I am using the term "flexible knowledges" as something that includes but is not limited to academies. I keep moving between this larger formation and academic knowledges understood among disciplines and interdisciplinarities.

I just began reading a book recommended to me by my friend TV Reed, Creating Interdisciplinarity by Lisa Lattuca (2001). For a while I have been trying to consider how to talk about a range of possible interdisciplinarities. I'd like to come up with some descriptions, maybe names for, a range of practices that could reasonably be called interdisciplinary. I'd like to do this in a mix: of things people I know do, together with schematizing their practices as possible types.
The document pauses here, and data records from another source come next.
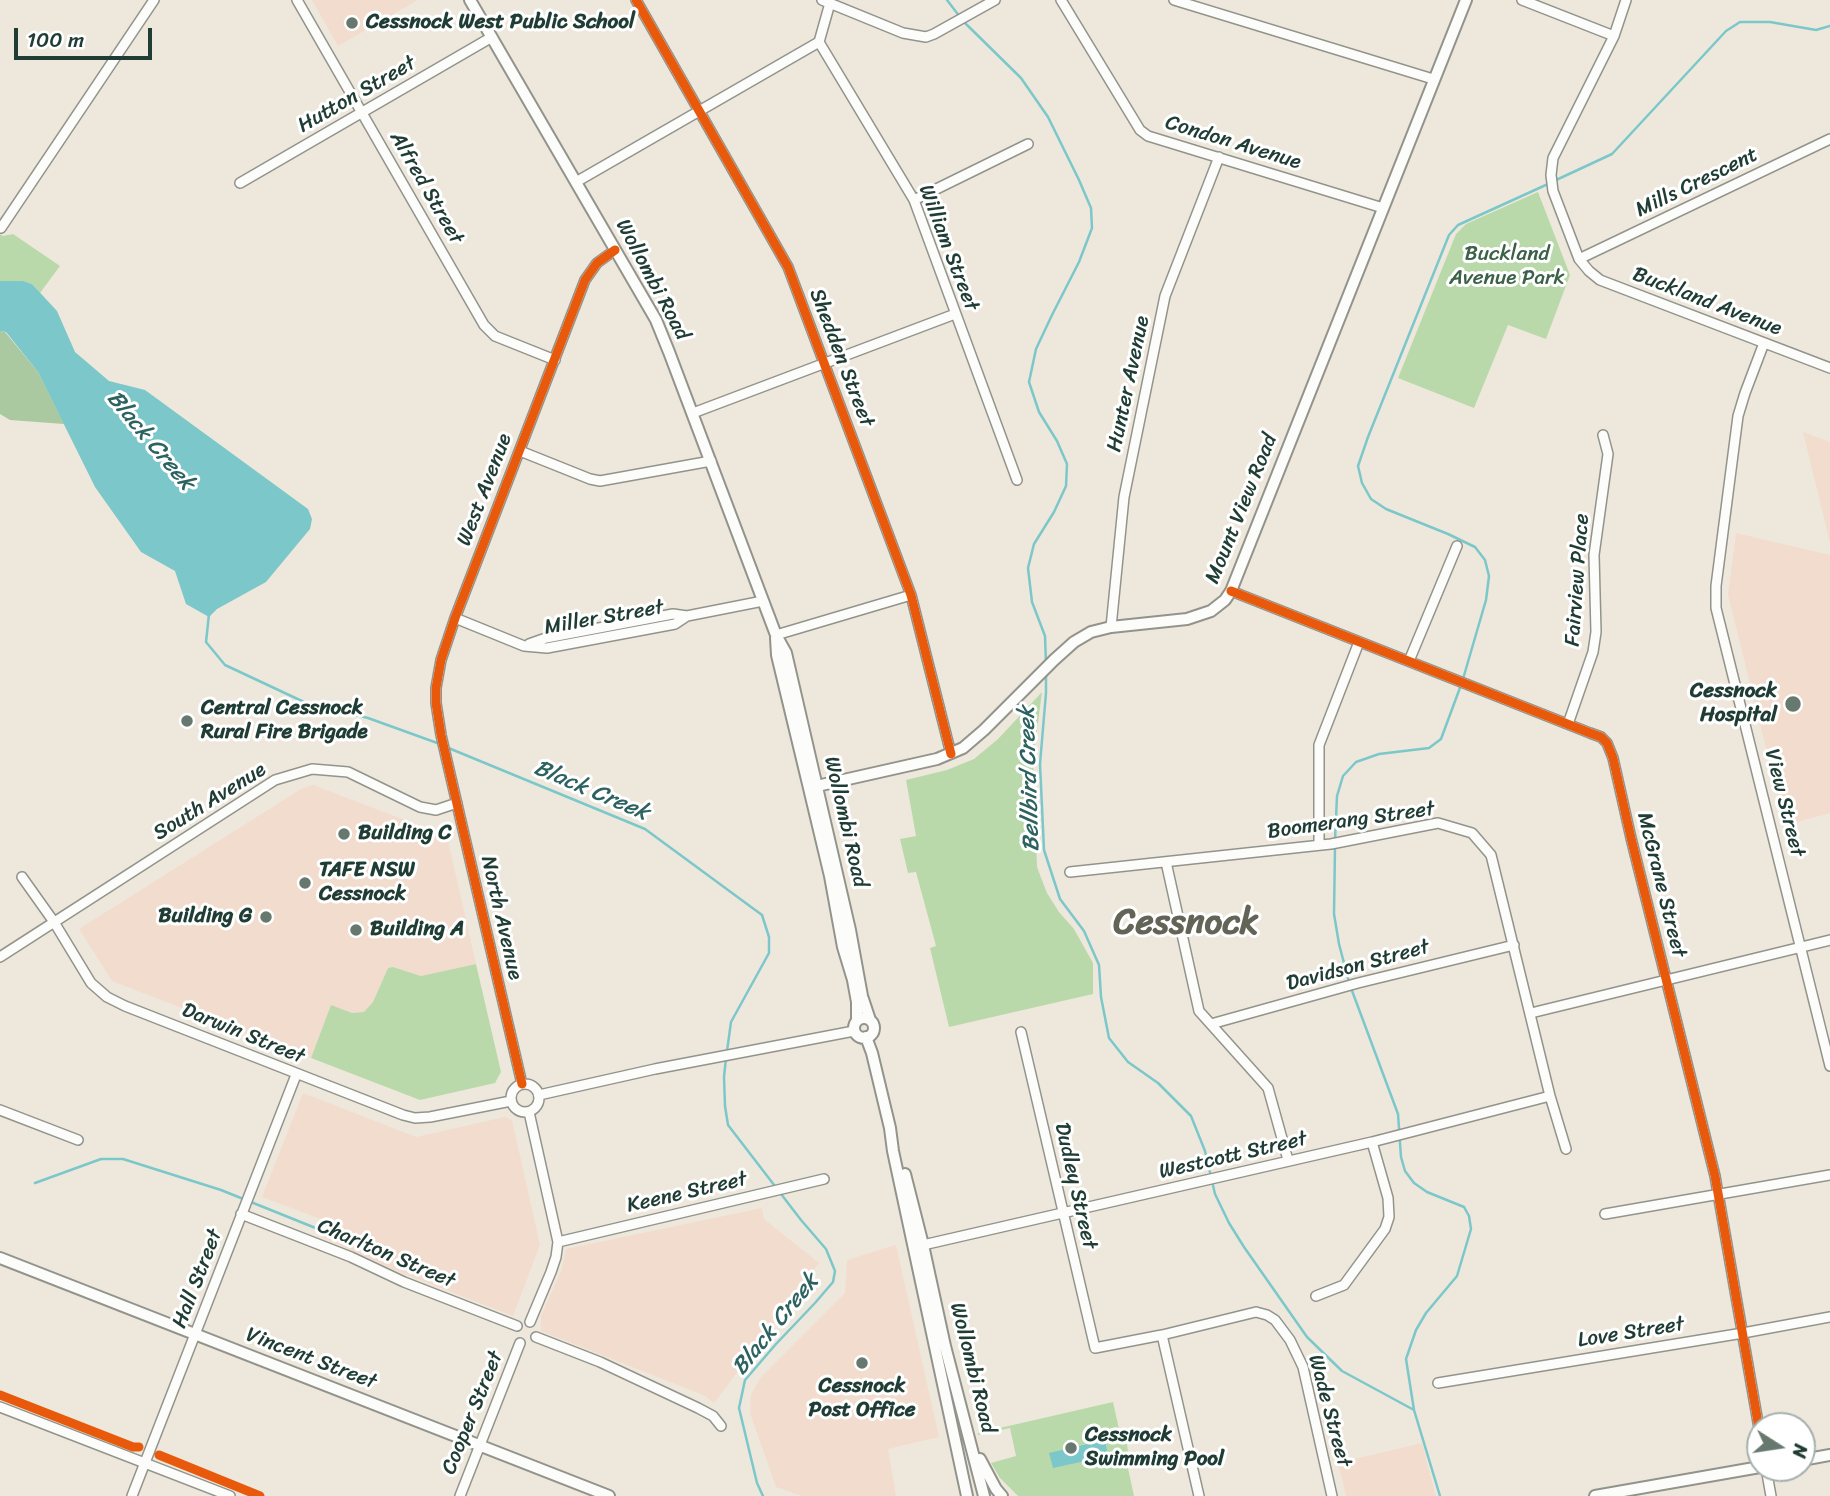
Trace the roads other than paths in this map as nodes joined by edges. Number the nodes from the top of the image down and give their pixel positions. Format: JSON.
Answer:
{"nodes":[{"id":1,"x":154,"y":0,"type":"edge"},
{"id":2,"x":297,"y":0,"type":"edge"},
{"id":3,"x":471,"y":0,"type":"edge"},
{"id":4,"x":636,"y":0,"type":"edge"},
{"id":5,"x":995,"y":0,"type":"edge"},
{"id":6,"x":1061,"y":0,"type":"edge"},
{"id":7,"x":1174,"y":0,"type":"edge"},
{"id":8,"x":1466,"y":0,"type":"edge"},
{"id":9,"x":1522,"y":0,"type":"edge"},
{"id":10,"x":1626,"y":0,"type":"edge"},
{"id":11,"x":826,"y":2,"type":"edge"},
{"id":12,"x":1614,"y":36,"type":"junction"},
{"id":13,"x":492,"y":37,"type":"junction"},
{"id":14,"x":818,"y":42,"type":"junction"},
{"id":15,"x":1433,"y":79,"type":"junction"},
{"id":16,"x":700,"y":110,"type":"junction"},
{"id":17,"x":363,"y":113,"type":"junction"},
{"id":18,"x":1830,"y":139,"type":"edge"},
{"id":19,"x":1028,"y":144,"type":"dead end"},
{"id":20,"x":1219,"y":157,"type":"junction"},
{"id":21,"x":576,"y":182,"type":"junction"},
{"id":22,"x":240,"y":183,"type":"dead end"},
{"id":23,"x":914,"y":200,"type":"junction"},
{"id":24,"x":1383,"y":208,"type":"junction"},
{"id":25,"x":1,"y":228,"type":"edge"},
{"id":26,"x":615,"y":250,"type":"junction"},
{"id":27,"x":1579,"y":259,"type":"junction"},
{"id":28,"x":955,"y":314,"type":"junction"},
{"id":29,"x":1764,"y":343,"type":"junction"},
{"id":30,"x":555,"y":360,"type":"junction"},
{"id":31,"x":825,"y":363,"type":"junction"},
{"id":32,"x":1830,"y":368,"type":"edge"},
{"id":33,"x":693,"y":413,"type":"junction"},
{"id":34,"x":1603,"y":435,"type":"dead end"},
{"id":35,"x":520,"y":451,"type":"junction"},
{"id":36,"x":710,"y":461,"type":"junction"},
{"id":37,"x":1017,"y":480,"type":"dead end"},
{"id":38,"x":1457,"y":546,"type":"dead end"},
{"id":39,"x":1231,"y":591,"type":"junction"},
{"id":40,"x":911,"y":596,"type":"junction"},
{"id":41,"x":763,"y":601,"type":"junction"},
{"id":42,"x":455,"y":618,"type":"junction"},
{"id":43,"x":1111,"y":626,"type":"junction"},
{"id":44,"x":776,"y":635,"type":"junction"},
{"id":45,"x":1359,"y":642,"type":"junction"},
{"id":46,"x":1409,"y":661,"type":"junction"},
{"id":47,"x":1568,"y":724,"type":"junction"},
{"id":48,"x":800,"y":750,"type":"junction"},
{"id":49,"x":951,"y":754,"type":"junction"},
{"id":50,"x":447,"y":760,"type":"joint"},
{"id":51,"x":817,"y":786,"type":"junction"},
{"id":52,"x":457,"y":803,"type":"junction"},
{"id":53,"x":819,"y":830,"type":"junction"},
{"id":54,"x":1319,"y":845,"type":"junction"},
{"id":55,"x":1166,"y":862,"type":"junction"},
{"id":56,"x":1069,"y":872,"type":"dead end"},
{"id":57,"x":22,"y":877,"type":"dead end"},
{"id":58,"x":54,"y":922,"type":"junction"},
{"id":59,"x":1830,"y":940,"type":"edge"},
{"id":60,"x":1514,"y":945,"type":"junction"},
{"id":61,"x":1801,"y":947,"type":"junction"},
{"id":62,"x":0,"y":957,"type":"edge"},
{"id":63,"x":1667,"y":980,"type":"junction"},
{"id":64,"x":1531,"y":1013,"type":"junction"},
{"id":65,"x":870,"y":1020,"type":"junction"},
{"id":66,"x":1211,"y":1024,"type":"junction"},
{"id":67,"x":856,"y":1026,"type":"junction"},
{"id":68,"x":1021,"y":1032,"type":"dead end"},
{"id":69,"x":866,"y":1037,"type":"junction"},
{"id":70,"x":1830,"y":1066,"type":"edge"},
{"id":71,"x":296,"y":1074,"type":"junction"},
{"id":72,"x":522,"y":1084,"type":"junction"},
{"id":73,"x":539,"y":1095,"type":"junction"},
{"id":74,"x":1550,"y":1096,"type":"junction"},
{"id":75,"x":511,"y":1101,"type":"junction"},
{"id":76,"x":0,"y":1110,"type":"edge"},
{"id":77,"x":529,"y":1112,"type":"junction"},
{"id":78,"x":890,"y":1128,"type":"junction"},
{"id":79,"x":78,"y":1140,"type":"dead end"},
{"id":80,"x":1372,"y":1142,"type":"junction"},
{"id":81,"x":1566,"y":1149,"type":"dead end"},
{"id":82,"x":1288,"y":1160,"type":"junction"},
{"id":83,"x":1830,"y":1175,"type":"edge"},
{"id":84,"x":824,"y":1179,"type":"dead end"},
{"id":85,"x":1719,"y":1193,"type":"junction"},
{"id":86,"x":242,"y":1214,"type":"junction"},
{"id":87,"x":1064,"y":1214,"type":"junction"},
{"id":88,"x":1605,"y":1214,"type":"dead end"},
{"id":89,"x":909,"y":1225,"type":"junction"},
{"id":90,"x":558,"y":1241,"type":"junction"},
{"id":91,"x":923,"y":1245,"type":"junction"},
{"id":92,"x":0,"y":1258,"type":"edge"},
{"id":93,"x":918,"y":1269,"type":"junction"},
{"id":94,"x":1316,"y":1296,"type":"dead end"},
{"id":95,"x":1830,"y":1317,"type":"edge"},
{"id":96,"x":530,"y":1322,"type":"junction"},
{"id":97,"x":517,"y":1326,"type":"junction"},
{"id":98,"x":1743,"y":1333,"type":"junction"},
{"id":99,"x":195,"y":1335,"type":"junction"},
{"id":100,"x":1162,"y":1335,"type":"junction"},
{"id":101,"x":536,"y":1338,"type":"junction"},
{"id":102,"x":520,"y":1343,"type":"junction"},
{"id":103,"x":1438,"y":1382,"type":"dead end"},
{"id":104,"x":0,"y":1407,"type":"edge"},
{"id":105,"x":1756,"y":1412,"type":"edge"},
{"id":106,"x":722,"y":1426,"type":"dead end"},
{"id":107,"x":970,"y":1441,"type":"junction"},
{"id":108,"x":479,"y":1446,"type":"junction"},
{"id":109,"x":145,"y":1463,"type":"junction"},
{"id":110,"x":1746,"y":1469,"type":"edge"},
{"id":111,"x":132,"y":1496,"type":"edge"},
{"id":112,"x":230,"y":1496,"type":"edge"},
{"id":113,"x":460,"y":1496,"type":"edge"},
{"id":114,"x":609,"y":1496,"type":"edge"},
{"id":115,"x":967,"y":1496,"type":"edge"},
{"id":116,"x":984,"y":1496,"type":"edge"},
{"id":117,"x":1002,"y":1496,"type":"edge"},
{"id":118,"x":1199,"y":1496,"type":"edge"},
{"id":119,"x":1332,"y":1496,"type":"edge"},
{"id":120,"x":1595,"y":1496,"type":"edge"}],
"edges":[{"from":1,"to":25,"type":"street"},
{"from":2,"to":17,"type":"street","name":"Alfred Street"},
{"from":3,"to":13,"type":"main road","name":"Wollombi Road"},
{"from":4,"to":16,"type":"street","name":"Shedden Street"},
{"from":5,"to":11,"type":"street"},
{"from":6,"to":20,"type":"street","name":"Condon Avenue"},
{"from":7,"to":15,"type":"street"},
{"from":8,"to":15,"type":"main road","name":"Mount View Road"},
{"from":9,"to":12,"type":"street"},
{"from":10,"to":12,"type":"street"},
{"from":11,"to":14,"type":"street"},
{"from":12,"to":27,"type":"street"},
{"from":13,"to":17,"type":"street","name":"Hutton Street"},
{"from":13,"to":21,"type":"main road","name":"Wollombi Road"},
{"from":14,"to":16,"type":"street"},
{"from":14,"to":23,"type":"street","name":"William Street"},
{"from":15,"to":24,"type":"main road","name":"Mount View Road"},
{"from":16,"to":21,"type":"street"},
{"from":16,"to":31,"type":"street","name":"Shedden Street"},
{"from":17,"to":22,"type":"street","name":"Hutton Street"},
{"from":17,"to":30,"type":"street","name":"Alfred Street"},
{"from":18,"to":27,"type":"street","name":"Mills Crescent"},
{"from":19,"to":23,"type":"street"},
{"from":20,"to":24,"type":"street","name":"Condon Avenue"},
{"from":20,"to":43,"type":"street","name":"Hunter Avenue"},
{"from":21,"to":26,"type":"main road","name":"Wollombi Road"},
{"from":23,"to":28,"type":"street","name":"William Street"},
{"from":24,"to":39,"type":"main road","name":"Mount View Road"},
{"from":26,"to":30,"type":"street","name":"West Avenue"},
{"from":26,"to":33,"type":"main road","name":"Wollombi Road"},
{"from":27,"to":29,"type":"street","name":"Buckland Avenue"},
{"from":28,"to":31,"type":"street"},
{"from":28,"to":37,"type":"street","name":"William Street"},
{"from":29,"to":32,"type":"street","name":"Buckland Avenue"},
{"from":29,"to":61,"type":"street","name":"View Street"},
{"from":30,"to":35,"type":"street","name":"West Avenue"},
{"from":31,"to":33,"type":"street"},
{"from":31,"to":40,"type":"street","name":"Shedden Street"},
{"from":33,"to":36,"type":"main road","name":"Wollombi Road"},
{"from":34,"to":47,"type":"street","name":"Fairview Place"},
{"from":35,"to":36,"type":"street"},
{"from":35,"to":42,"type":"street","name":"West Avenue"},
{"from":36,"to":41,"type":"main road","name":"Wollombi Road"},
{"from":38,"to":46,"type":"street"},
{"from":39,"to":43,"type":"main road","name":"Mount View Road"},
{"from":39,"to":45,"type":"street","name":"McGrane Street"},
{"from":40,"to":44,"type":"street"},
{"from":40,"to":49,"type":"street","name":"Shedden Street"},
{"from":41,"to":42,"type":"street","name":"Miller Street"},
{"from":41,"to":44,"type":"main road","name":"Wollombi Road"},
{"from":42,"to":50,"type":"street","name":"West Avenue"},
{"from":43,"to":49,"type":"main road","name":"Mount View Road"},
{"from":44,"to":48,"type":"main road","name":"Wollombi Road"},
{"from":44,"to":51,"type":"main road","name":"Wollombi Road"},
{"from":45,"to":46,"type":"street","name":"McGrane Street"},
{"from":45,"to":54,"type":"street"},
{"from":46,"to":47,"type":"street","name":"McGrane Street"},
{"from":47,"to":63,"type":"street","name":"McGrane Street"},
{"from":48,"to":51,"type":"main road"},
{"from":48,"to":53,"type":"main road","name":"Wollombi Road"},
{"from":49,"to":51,"type":"main road","name":"Mount View Road"},
{"from":50,"to":52,"type":"street","name":"North Avenue"},
{"from":51,"to":53,"type":"main road"},
{"from":51,"to":65,"type":"main road","name":"Wollombi Road"},
{"from":52,"to":58,"type":"street","name":"South Avenue"},
{"from":52,"to":72,"type":"street","name":"North Avenue"},
{"from":53,"to":67,"type":"main road","name":"Wollombi Road"},
{"from":54,"to":55,"type":"street","name":"Boomerang Street"},
{"from":54,"to":60,"type":"street","name":"Boomerang Street"},
{"from":55,"to":56,"type":"street","name":"Boomerang Street"},
{"from":55,"to":66,"type":"street"},
{"from":57,"to":58,"type":"street","name":"Darwin Street"},
{"from":58,"to":62,"type":"street","name":"South Avenue"},
{"from":58,"to":71,"type":"street","name":"Darwin Street"},
{"from":59,"to":61,"type":"street"},
{"from":60,"to":64,"type":"street","name":"Boomerang Street"},
{"from":60,"to":66,"type":"street","name":"Davidson Street"},
{"from":61,"to":63,"type":"street"},
{"from":61,"to":70,"type":"street","name":"View Street"},
{"from":63,"to":64,"type":"street"},
{"from":63,"to":85,"type":"street","name":"McGrane Street"},
{"from":64,"to":74,"type":"street","name":"Boomerang Street"},
{"from":65,"to":67,"type":"main road"},
{"from":65,"to":69,"type":"main road"},
{"from":66,"to":82,"type":"street"},
{"from":67,"to":69,"type":"main road"},
{"from":67,"to":73,"type":"street"},
{"from":68,"to":87,"type":"street","name":"Dudley Street"},
{"from":69,"to":78,"type":"main road","name":"Wollombi Road"},
{"from":71,"to":75,"type":"street","name":"Darwin Street"},
{"from":71,"to":86,"type":"street","name":"Hall Street"},
{"from":72,"to":73,"type":"street"},
{"from":72,"to":75,"type":"street"},
{"from":73,"to":77,"type":"street"},
{"from":74,"to":80,"type":"street","name":"Westcott Street"},
{"from":74,"to":81,"type":"street","name":"Boomerang Street"},
{"from":75,"to":77,"type":"street"},
{"from":76,"to":79,"type":"street"},
{"from":77,"to":90,"type":"street"},
{"from":78,"to":89,"type":"main road","name":"Wollombi Road"},
{"from":78,"to":91,"type":"main road","name":"Wollombi Road"},
{"from":80,"to":82,"type":"street","name":"Westcott Street"},
{"from":80,"to":94,"type":"street"},
{"from":82,"to":87,"type":"street","name":"Westcott Street"},
{"from":83,"to":85,"type":"street"},
{"from":84,"to":90,"type":"street","name":"Keene Street"},
{"from":85,"to":88,"type":"street"},
{"from":85,"to":98,"type":"street","name":"McGrane Street"},
{"from":86,"to":97,"type":"street","name":"Charlton Street"},
{"from":86,"to":99,"type":"street","name":"Hall Street"},
{"from":87,"to":91,"type":"street","name":"Westcott Street"},
{"from":87,"to":100,"type":"street","name":"Dudley Street"},
{"from":89,"to":91,"type":"main road"},
{"from":89,"to":93,"type":"main road","name":"Wollombi Road"},
{"from":90,"to":96,"type":"street"},
{"from":91,"to":93,"type":"main road"},
{"from":91,"to":107,"type":"main road","name":"Wollombi Road"},
{"from":92,"to":99,"type":"main road","name":"Vincent Street"},
{"from":93,"to":115,"type":"main road","name":"Wollombi Road"},
{"from":95,"to":98,"type":"street","name":"Love Street"},
{"from":96,"to":97,"type":"street"},
{"from":96,"to":101,"type":"street"},
{"from":97,"to":102,"type":"street"},
{"from":98,"to":103,"type":"street","name":"Love Street"},
{"from":98,"to":105,"type":"street","name":"McGrane Street"},
{"from":99,"to":108,"type":"main road","name":"Vincent Street"},
{"from":99,"to":109,"type":"street","name":"Hall Street"},
{"from":100,"to":118,"type":"street"},
{"from":100,"to":119,"type":"street","name":"Wade Street"},
{"from":101,"to":102,"type":"street"},
{"from":101,"to":106,"type":"street"},
{"from":102,"to":108,"type":"street","name":"Cooper Street"},
{"from":104,"to":109,"type":"street"},
{"from":107,"to":116,"type":"main road","name":"Wollombi Road"},
{"from":107,"to":117,"type":"main road"},
{"from":108,"to":113,"type":"street","name":"Cooper Street"},
{"from":108,"to":114,"type":"main road","name":"Vincent Street"},
{"from":109,"to":111,"type":"street","name":"Hall Street"},
{"from":109,"to":112,"type":"street"},
{"from":110,"to":120,"type":"main road"}]}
I began doing this in a working paper I wrote "Theorizing Structures in Women's Studies". There I talked about "a project becomes a new field," and "disciplines as world views."

Lisa Lattuca refers to the work of Salter and Hearn 1996 on two types of interdisciplinarity that help me understand some differences important within my own women's studies department:

instrumental interdisciplinarity: a pragmatic approach which focuses on problem-solving without worrying about a synthesis of perspectives, or perhaps, which assumes a given synthesis as more important than a examination of it; and

conceptual interdisciplinarity: a more theoretical and epistemological enterprise developing new conceptual categories and methods.

Different degrees of mix among these poles on some continuum might be one way to map practices within my own department.

Salter and Hearne are also quoted: "interdisciplinarity as an integral part of the knowledge-production system: a normal part of the processes of fragmentation, synthesis, and recombination of knowledge." This is where "flexible knowledges" and "interdisciplinarity" overlap in my own interests here.

I trying to put together a personal mini-history of interdisciplinarities, charting where my own assumptions, preferences, biases and commitments come from. That will be the content of my next blog bit I think.

I'm inspired to consider a meta-mapping: that is to describe a range of conceptual maps that are in play currently in understanding interdisciplinarities, and to work out meta-movement among these mappings. I think of this as an other species of what Chela Sandoval calls "differential consciousness."